Antimicrobial Resistance Profiles and Clonal Relationship among Non-ESBL Avian Pathogenic Escherichia coli Isolates and ESBL Producing E. coli Isolates from Human Urinary Tract Infections
Background: We aimed to investigate antimicrobial resistance and clonal relationships among poultry Escherichia coli isolates from different broiler farms and their relationships with Extended-Spectrum Beta-Lactamase (ESBL) producing urinary pathogenic E. coli (UPEC) isolates from the same geographical area.
Methods: Twenty four E. coli isolates from six broiler farms with colibacillosis and 97 ESBL producing human UPEC isolates were investigated for resistance to critically important antimicrobials in human medicine in Shiraz, central Iran in 2015-16. In addition, clonal relationships of these isolates were investigated with Pulse Field Gel Electrophoresis (PFGE).
Results: As expected, cephalosporins and imipenem resistance were significantly higher in ESBL producing human E. coli isolates in comparison with non-ESBL avian pathogenic E. coli (APEC) isolates.

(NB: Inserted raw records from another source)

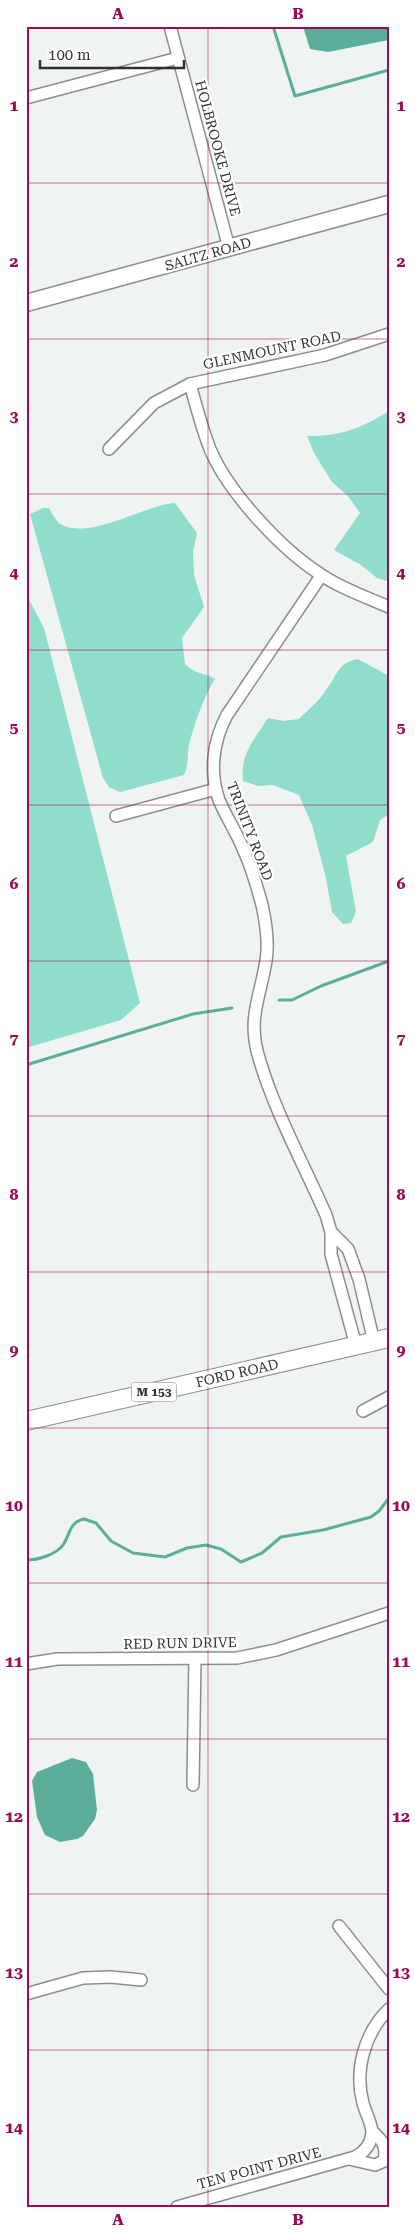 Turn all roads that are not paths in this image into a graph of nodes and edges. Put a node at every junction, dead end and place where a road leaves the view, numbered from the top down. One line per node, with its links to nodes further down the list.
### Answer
1 (170, 26): 2 (street, HOLBROOKE DRIVE)
2 (178, 58): 3 (street); 5 (street, HOLBROOKE DRIVE)
3 (26, 98)
4 (389, 204): 5 (street, SALTZ ROAD)
5 (229, 248): 6 (street, SALTZ ROAD)
6 (26, 303)
7 (389, 334): 8 (street, GLENMOUNT ROAD)
8 (190, 384): 9 (street, GLENMOUNT ROAD); 10 (street)
9 (109, 450)
10 (321, 576): 11 (street); 12 (street, TRINITY ROAD)
11 (389, 606)
12 (216, 789): 13 (street); 14 (street, TRINITY ROAD)
13 (116, 816)
14 (331, 1232): 15 (street, TRINITY ROAD); 16 (street, TRINITY ROAD)
15 (382, 1340): 16 (main road, FORD ROAD / M 153)
16 (356, 1346): 19 (main road, FORD ROAD / M 153)
17 (389, 1397): 18 (street)
18 (363, 1411)
19 (26, 1421)
20 (389, 1613): 21 (street, RED RUN DRIVE)
21 (195, 1658): 22 (street, RED RUN DRIVE); 23 (street)
22 (26, 1664)
23 (193, 1785)
24 (339, 1926): 26 (street)
25 (141, 1980): 27 (street)
26 (389, 1989)
27 (26, 1994)
28 (389, 2008): 29 (street)
29 (372, 2131): 30 (street, TEN POINT DRIVE); 30 (street, TEN POINT DRIVE)
30 (349, 2159): 31 (street, TEN POINT DRIVE)
31 (177, 2207) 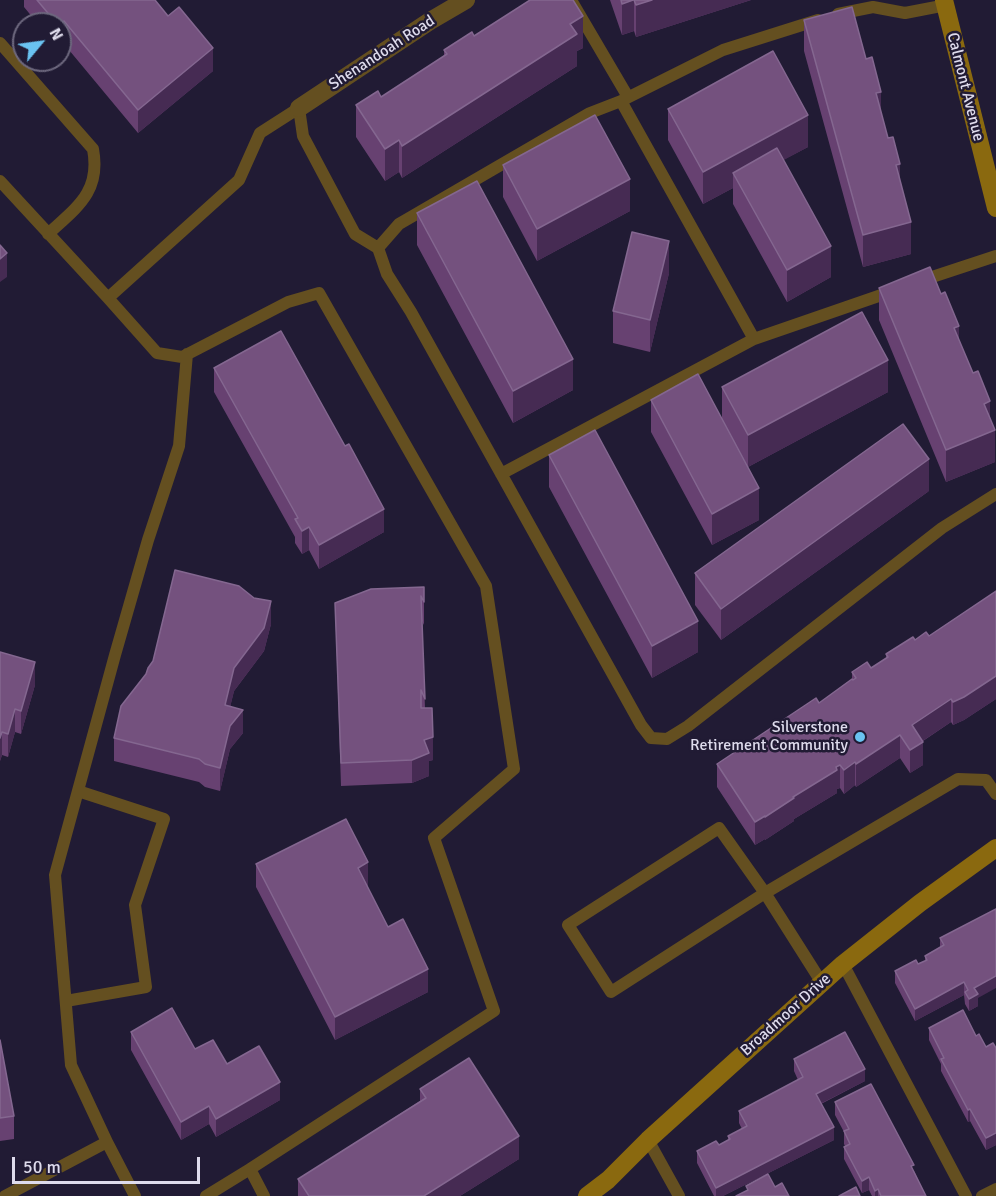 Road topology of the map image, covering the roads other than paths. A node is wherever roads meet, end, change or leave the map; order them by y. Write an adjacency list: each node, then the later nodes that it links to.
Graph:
1 (466, 0): 6 (street, Shenandoah Road)
2 (571, 0): 5 (lane)
3 (945, 3): 5 (lane); 7 (street, Calmont Avenue)
4 (0, 43): 10 (lane)
5 (624, 99): 11 (lane); 14 (lane)
6 (299, 108): 11 (lane); 13 (lane)
7 (990, 165): 9 (street, Calmont Avenue)
8 (0, 181): 10 (lane)
9 (996, 208)
10 (48, 234): 13 (lane)
11 (378, 248): 16 (lane)
12 (996, 256): 14 (lane)
13 (108, 298): 15 (lane)
14 (754, 339): 16 (lane)
15 (187, 354): 18 (lane); 27 (lane)
16 (501, 474): 17 (lane)
17 (996, 494)
18 (78, 791): 24 (lane); 24 (lane)
19 (996, 794): 21 (lane)
20 (996, 848): 22 (street, Broadmoor Drive)
21 (765, 893): 21 (lane); 23 (lane)
22 (843, 964): 23 (street, Broadmoor Drive); 35 (lane)
23 (822, 982): 25 (street, Broadmoor Drive)
24 (66, 1001): 26 (lane)
25 (648, 1140): 33 (street, Broadmoor Drive); 34 (lane)
26 (107, 1142): 29 (lane); 30 (lane)
27 (250, 1169): 31 (lane); 32 (lane)
28 (996, 1189): 36 (lane)
29 (5, 1196)
30 (135, 1196)
31 (206, 1196)
32 (264, 1196)
33 (587, 1196)
34 (679, 1196)
35 (966, 1196)
36 (982, 1196)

In addition, significantly higher percentages of gentamycin and trimethoprim-sulfamethoxazole resistance were seen in human isolates. In contrast, nitrofurantoin resistance was significantly higher in APEC isolates. Based on PFGE patterns, five clusters were identified in APEC isolates. Isolates from each farm were closely related to each other by PFGE patterns. However, different PFGE restriction profiles were seen among the E. coli isolates from different broiler farms. Comparison of PFGE patterns among APEC and UPEC isolates showed two closely related PFGE patterns.
Conclusion: There were clonally related E. coli isolates caused the outbreaks of colibacillosis within broiler farms. Some of these isolates had closely related PFGE patterns with human UPEC isolates which suggest avian pathogenic E. coli strains as a potential zoonosis.